Questions about whether the Government should do more to provide housing for those in need, or about how the state regulates and oversees the housing market, have been circulating for a while now.

These issues were also pressing in the lead up to the 1957 election. Of particular concern was the issue of housing for Maori. The appeal of the city lights saw Maori rapidly urbanise in the post-war years. In the space of two decades, Maori  went from 75% living in rural areas to  about 60% urban. This brought new challenges for, and disruptions to, traditional Maori ways of life. It also put increasing pressure on the state to provide support.

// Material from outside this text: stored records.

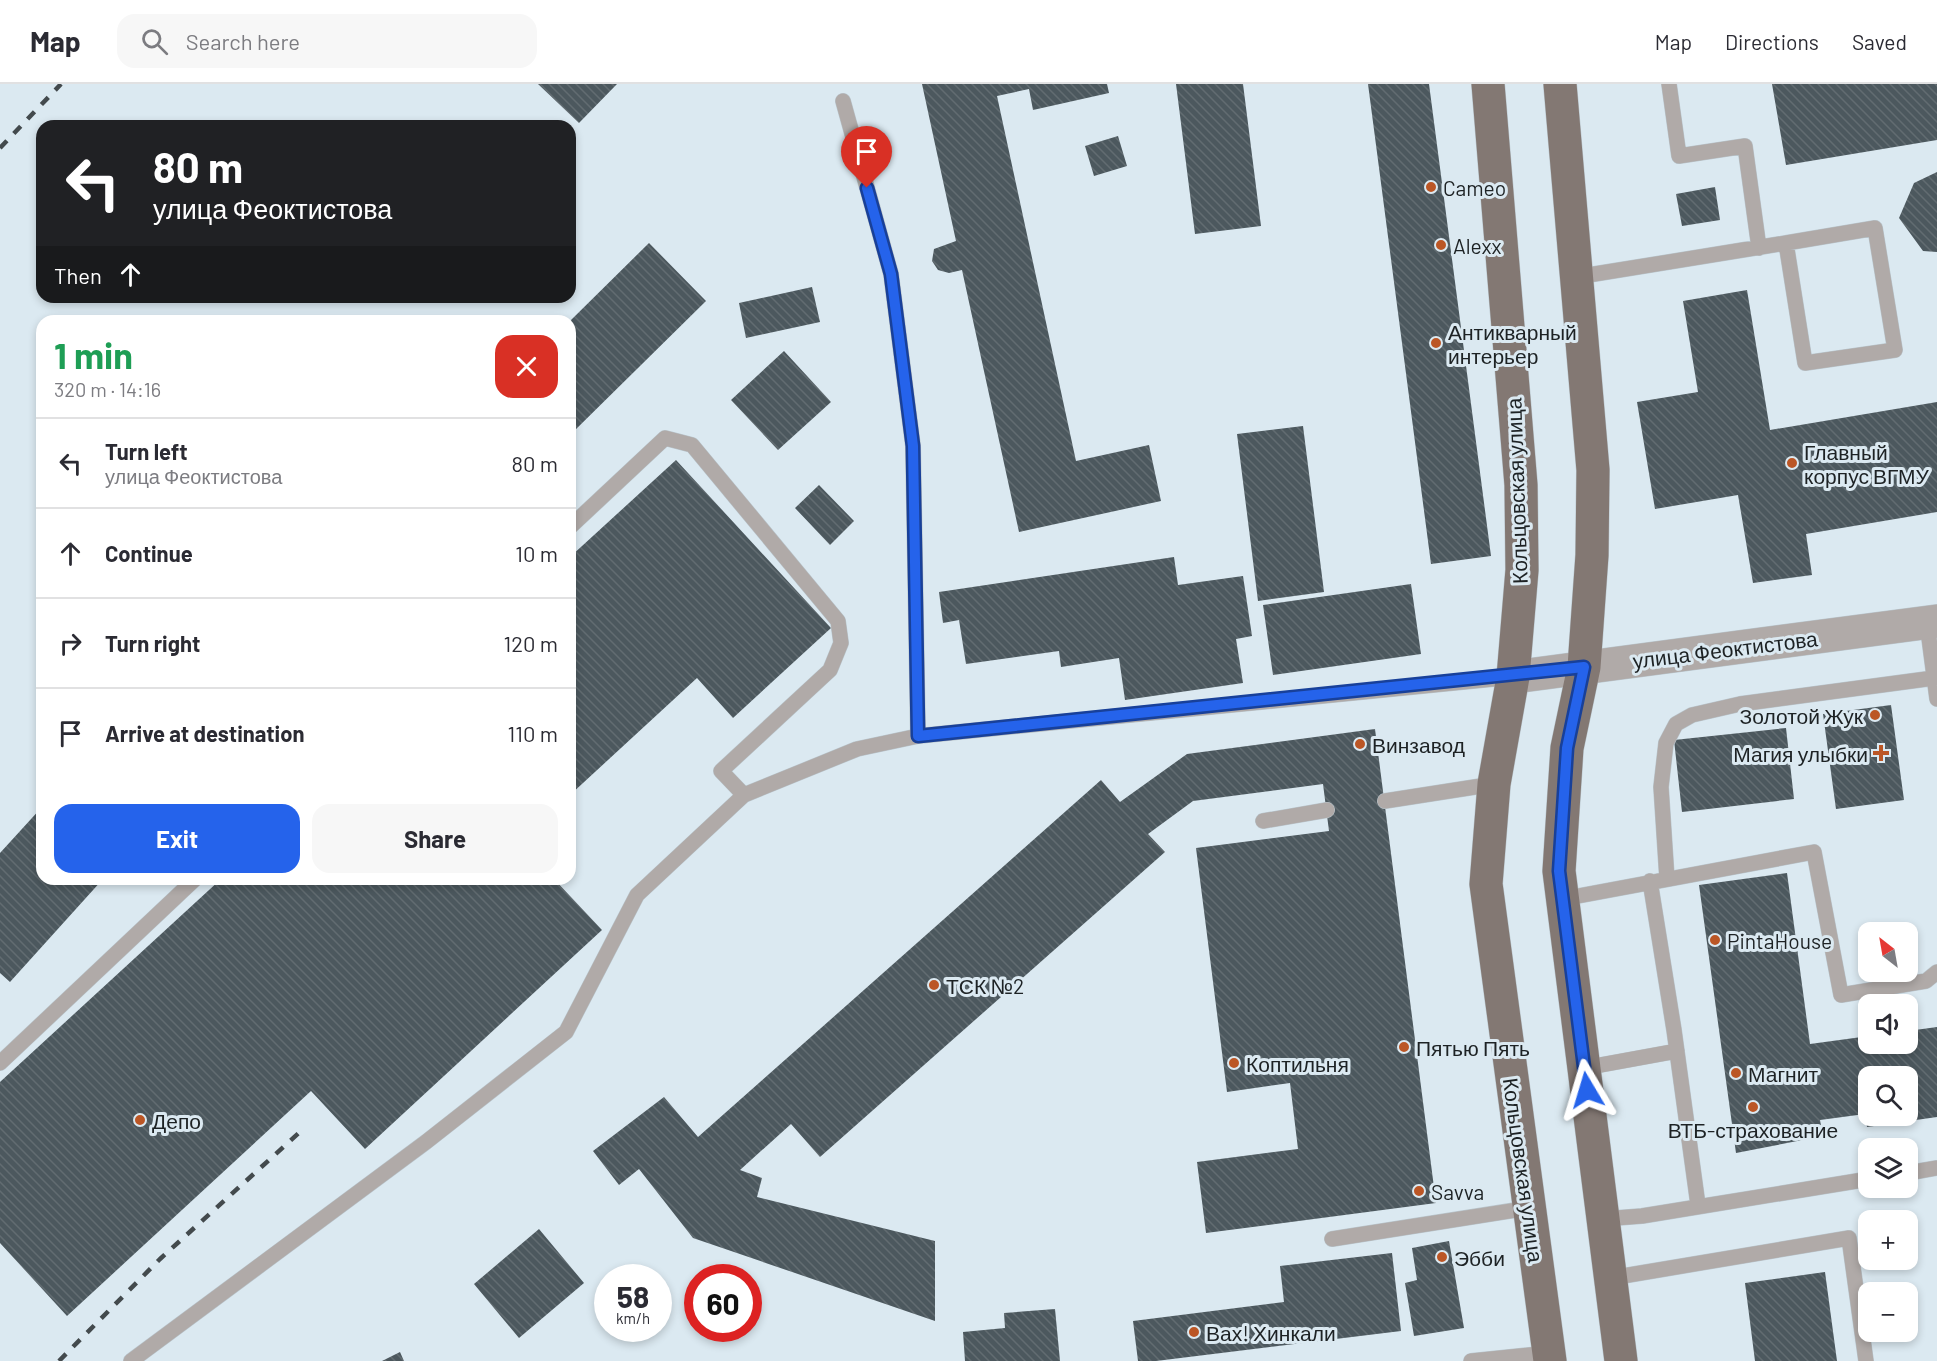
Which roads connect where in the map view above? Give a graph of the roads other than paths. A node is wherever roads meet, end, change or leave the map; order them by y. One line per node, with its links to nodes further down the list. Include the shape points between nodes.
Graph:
1 (1488, 84): 11 (main road, Кольцовская улица, via 1521,485 1522,570)
2 (1560, 84): 7 (main road)
3 (1669, 84): 6 (lane, via 1679,156 1745,146)
4 (843, 102): 14 (lane, via 891,274 913,446)
5 (1786, 243): 5 (lane, via 1875,228 1895,350 1804,363); 6 (lane)
6 (1759, 248): 7 (lane)
7 (1576, 277): 10 (main road, via 1593,470)
8 (576, 521): 16 (lane, via 665,438 692,445 838,621 841,643 830,670 721,771)
9 (1932, 622): 10 (street, улица Феоктистова); 12 (lane)
10 (1584, 667): 11 (street, улица Феоктистова); 23 (main road, via 1567,748 1559,871)
11 (1513, 676): 14 (lane); 15 (main road, Кольцовская улица)
12 (1934, 678): 13 (lane); 20 (lane, via 1740,704 1692,715 1676,724 1666,743 1661,787)
13 (1937, 699)
14 (918, 736): 16 (lane, via 856,749)
15 (1494, 784): 17 (lane); 32 (main road, Кольцовская улица, via 1486,884)
16 (744, 795): 37 (lane, via 637,895 566,1032 426,1142)
17 (1385, 801)
18 (1327, 810): 19 (lane)
19 (1263, 821)
20 (1667, 879): 21 (lane); 24 (lane, via 1814,852 1841,995 1926,981)
21 (1650, 881): 23 (lane); 25 (lane)
22 (189, 885): 26 (lane)
23 (1562, 899): 27 (main road)
24 (1937, 972)
25 (1677, 1051): 27 (lane); 31 (lane)
26 (0, 1062)
27 (1584, 1068): 33 (main road)
28 (1937, 1168): 29 (lane)
29 (1918, 1171)
30 (1858, 1181): 31 (lane)
31 (1698, 1205): 33 (lane)
32 (1529, 1208): 34 (lane); 36 (main road, Кольцовская улица)
33 (1603, 1219): 35 (main road)
34 (1332, 1239)
35 (1611, 1278): 39 (main road); 40 (lane, via 1849,1238)
36 (1549, 1357): 38 (lane)
37 (131, 1361)
38 (1471, 1361)
39 (1622, 1361)
40 (1866, 1361)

Housing was an issue in the 1950s as well. This ``Hammond'' house, part of a 1950s experiment in low-cost housing, went on display in Halfway Bush in 1953.ODT FILES
Housing was an issue in the 1950s as well. This ``Hammond'' house, part of a 1950s experiment in low-cost housing, went on display in Halfway Bush in 1953.ODT FILES

In a September 4 report from Parliament, Minister of Maori Affairs, Ernest Corbett, is quoted as warning of the possibility of a ''racial problem'' developing in New Zealand unless ''care is taken'' to solve the issue of state housing for Maori. Not surprisingly, the eye of the storm was in Auckland, where only 27 state houses had been made available in the previous year while  more than 700 urgent applications were still to be filled. Responding to criticism from the opposition, Corbett and colleagues pointed out that  more than 3000 houses had been built for Maori under National compared to just over a 1000 under the previous Labour Government. There is an echo of  this year's housing debate: the Opposition chastises the Government for not doing enough; the Government counters with statistics suggesting they're doing exactly what's needed. The contemporary housing problem is more wide-ranging, although Maori are among those hardest hit by homelessness and unaffordable housing. Nevertheless,  as in 1957, the recent pressure on housing supply has been driven by rapid population growth and the problem is most acute in Auckland once again.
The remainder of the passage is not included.